Concept	Plain English
Tensor	A multi-dimensional array of numbers that can run on GPU and track its math history
Linear layer	A grid of learnable weights that transforms N inputs into M outputs
Activation (ReLU)	Replaces negatives with zero — lets the network learn non-obvious patterns
Loss function	A single number measuring “how wrong was the prediction”
Gradient	For each weight: “should it go up or down, and by how much, to reduce loss?”
Backpropagation	PyTorch’s automatic system for computing all gradients at once
Optimizer (Adam)	Takes gradients and updates weights accordingly
Epoch	One full pass through the training data
Batch	A group of samples processed together (e.g., 64 images at once)
DataLoader	Conveyor belt that feeds batches to your training loop

Where to Go Next

You now understand the full PyTorch workflow.

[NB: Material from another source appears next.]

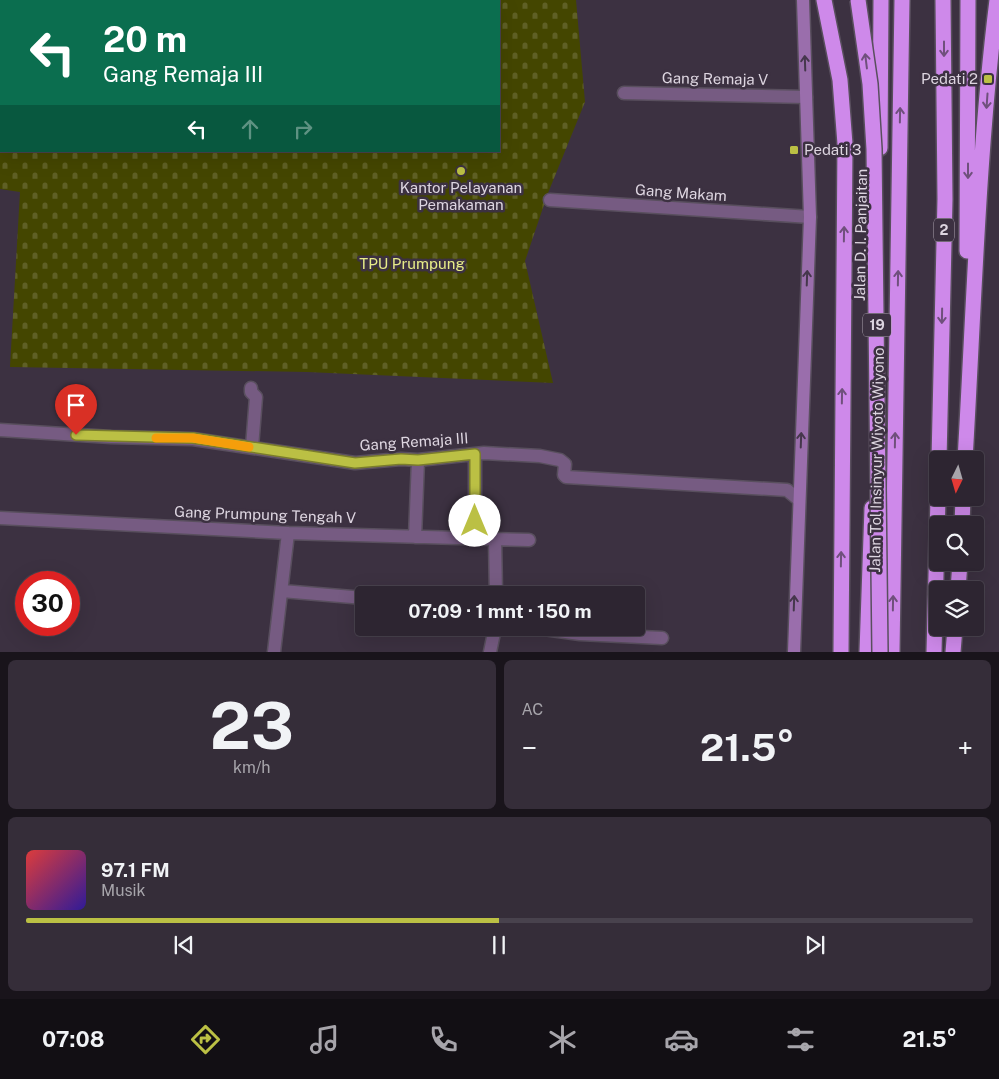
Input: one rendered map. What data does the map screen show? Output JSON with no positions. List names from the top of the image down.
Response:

Everything else builds on this:

Convolutional Neural Networks (CNNs) — instead of nn.Linear, use nn.Conv2d layers that look at local patches of pixels. Gets you from ~97% to 99%+ on MNIST.
GPU acceleration — add .to("mps") (on your Mac) to your model and data tensors.
Saving/loading models — torch.save(model.state_dict(), 'model.pth') and load later.
Transfer learning — start with a pre-trained model (like ResNet) and fine-tune it on your data.
Transformers — the architecture behind ChatGPT/Claude, built with the same PyTorch primitives.